**Exercise brief:** Search the material for "roads" and show all lines that contain it.

**Dataset records:**
-*-
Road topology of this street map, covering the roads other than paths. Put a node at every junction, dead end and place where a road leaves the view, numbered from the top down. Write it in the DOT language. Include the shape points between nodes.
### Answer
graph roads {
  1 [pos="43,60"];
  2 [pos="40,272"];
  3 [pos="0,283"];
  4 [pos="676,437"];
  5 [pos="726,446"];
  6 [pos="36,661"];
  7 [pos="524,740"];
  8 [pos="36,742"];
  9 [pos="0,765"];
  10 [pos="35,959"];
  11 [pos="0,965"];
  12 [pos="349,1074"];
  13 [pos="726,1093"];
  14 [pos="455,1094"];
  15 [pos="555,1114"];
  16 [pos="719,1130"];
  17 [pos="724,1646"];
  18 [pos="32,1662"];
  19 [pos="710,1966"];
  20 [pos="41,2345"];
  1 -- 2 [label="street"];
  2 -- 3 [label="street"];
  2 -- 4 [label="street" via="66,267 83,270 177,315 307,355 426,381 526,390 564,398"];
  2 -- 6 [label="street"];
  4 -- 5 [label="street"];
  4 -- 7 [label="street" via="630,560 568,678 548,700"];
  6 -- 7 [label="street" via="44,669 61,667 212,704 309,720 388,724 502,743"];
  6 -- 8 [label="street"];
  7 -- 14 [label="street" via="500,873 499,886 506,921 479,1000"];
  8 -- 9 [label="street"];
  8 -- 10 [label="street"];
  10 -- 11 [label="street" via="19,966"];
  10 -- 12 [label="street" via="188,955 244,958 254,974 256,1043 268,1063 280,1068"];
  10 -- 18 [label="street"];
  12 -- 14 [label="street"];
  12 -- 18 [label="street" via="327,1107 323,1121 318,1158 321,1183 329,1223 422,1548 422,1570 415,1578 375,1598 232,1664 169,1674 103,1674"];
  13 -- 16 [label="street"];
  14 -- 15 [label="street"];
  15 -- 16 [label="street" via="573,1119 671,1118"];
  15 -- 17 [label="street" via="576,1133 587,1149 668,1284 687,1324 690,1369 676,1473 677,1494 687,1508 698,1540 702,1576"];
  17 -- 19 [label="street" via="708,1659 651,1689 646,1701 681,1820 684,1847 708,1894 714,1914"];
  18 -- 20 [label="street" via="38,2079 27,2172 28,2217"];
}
-*-
**Output for this exercise:**
Road topology of this street map, covering the roads other than paths. Put a node at every junction, dead end and place where a road leaves the view, numbered from the top down. Write it in the DOT language. Include the shape points between nodes.
graph roads {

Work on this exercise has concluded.